Pour certains analystes, l'intention de Salvini est de récupérer une partie du terrain perdu dans les sondages d'intentions de vote, qui lui ont fait perdre jusqu'à 13 points depuis les élections européennes de mai 2019, et ainsi pouvoir se détacher d'un Meloni qui, à la perplexité de beaucoup, a été placé seulement un point derrière Salvini, alors que la chose normale a été qu'entre les deux il y aurait, au moins, entre dix et quinze points en faveur du leader de la Lega. À son tour, Berlusconi, compte tenu de son âge avancé (il aura 85 ans en septembre) et de son état de santé précaire (il a déjà été hospitalisé plusieurs fois et a subi deux opérations à cœur ouvert par le passé), "cède" son parti à Salvini pour que ce dernier devienne définitivement son successeur à la tête du centre-droit : si Salvini parvient également à obtenir la candidature de Berlusconi à la présidence de la République lors de l'élection qui aura lieu fin janvier 2022, ce sera alors "peanuts". Mais la réalité est que tout n'est pas aussi facile qu'il n'y paraît, et nous allons vous expliquer pourquoi.

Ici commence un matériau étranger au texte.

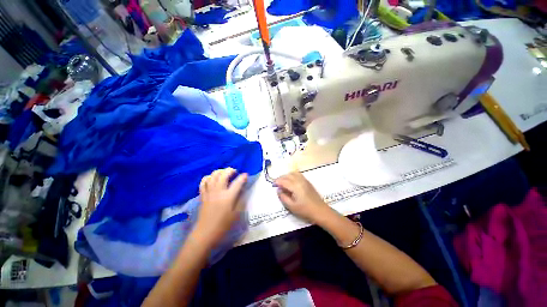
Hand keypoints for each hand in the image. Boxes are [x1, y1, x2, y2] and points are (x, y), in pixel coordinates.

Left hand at [193, 168, 247, 247]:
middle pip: (223, 175)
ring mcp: (209, 192)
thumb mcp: (236, 214)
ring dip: (219, 171)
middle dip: (230, 170)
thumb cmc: (223, 225)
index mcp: (228, 197)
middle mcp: (218, 191)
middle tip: (235, 172)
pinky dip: (208, 177)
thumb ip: (240, 200)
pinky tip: (212, 178)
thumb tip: (243, 190)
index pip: (237, 182)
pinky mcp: (202, 195)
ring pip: (213, 176)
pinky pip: (203, 182)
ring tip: (224, 173)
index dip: (243, 177)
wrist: (205, 233)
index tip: (246, 175)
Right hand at [274, 172, 329, 223]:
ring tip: (283, 181)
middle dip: (281, 178)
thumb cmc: (305, 210)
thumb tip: (278, 190)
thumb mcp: (291, 206)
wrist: (320, 211)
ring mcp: (304, 180)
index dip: (277, 181)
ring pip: (293, 173)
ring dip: (287, 176)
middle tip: (276, 183)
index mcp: (295, 186)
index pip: (284, 181)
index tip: (272, 184)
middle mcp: (300, 180)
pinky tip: (291, 181)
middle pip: (288, 175)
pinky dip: (292, 175)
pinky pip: (298, 174)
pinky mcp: (308, 182)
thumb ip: (283, 197)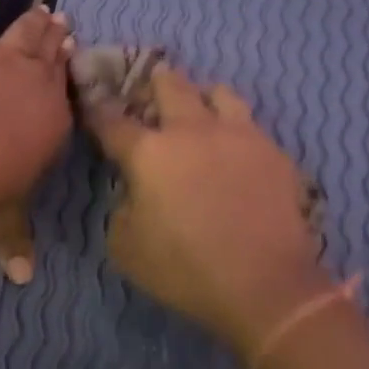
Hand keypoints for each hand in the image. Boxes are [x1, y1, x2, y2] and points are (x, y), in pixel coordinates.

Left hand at [0, 0, 74, 282]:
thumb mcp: (9, 213)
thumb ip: (17, 241)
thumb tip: (25, 281)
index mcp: (53, 118)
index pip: (65, 93)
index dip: (69, 76)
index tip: (74, 61)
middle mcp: (38, 82)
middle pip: (51, 56)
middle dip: (58, 40)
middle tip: (65, 23)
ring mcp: (6, 57)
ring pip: (26, 33)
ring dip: (35, 21)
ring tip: (44, 9)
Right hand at [84, 65, 331, 355]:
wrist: (265, 285)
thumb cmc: (184, 269)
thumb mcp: (125, 248)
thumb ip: (122, 208)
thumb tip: (135, 191)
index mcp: (149, 152)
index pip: (113, 122)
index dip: (98, 112)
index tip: (93, 106)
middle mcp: (192, 131)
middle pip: (169, 85)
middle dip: (153, 84)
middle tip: (150, 97)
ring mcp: (238, 135)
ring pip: (218, 93)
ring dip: (202, 98)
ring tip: (200, 116)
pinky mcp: (274, 152)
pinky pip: (251, 126)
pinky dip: (236, 132)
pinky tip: (236, 154)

La première chose à retenir est que cette fédération au sein de la droite italienne a déjà eu lieu lors des élections de 2008 : Forza Italia de Berlusconi et Alleanza Nazionale de Fini ont fusionné en une seule candidature, laissant de côté (comme le parti de Meloni aujourd'hui) la Lega Nord Padania d'Umberto Bossi. Cette alliance est un succès, puisqu'ils écrasent littéralement leur rival de centre-gauche, le tout nouveau Parti démocratique (PD).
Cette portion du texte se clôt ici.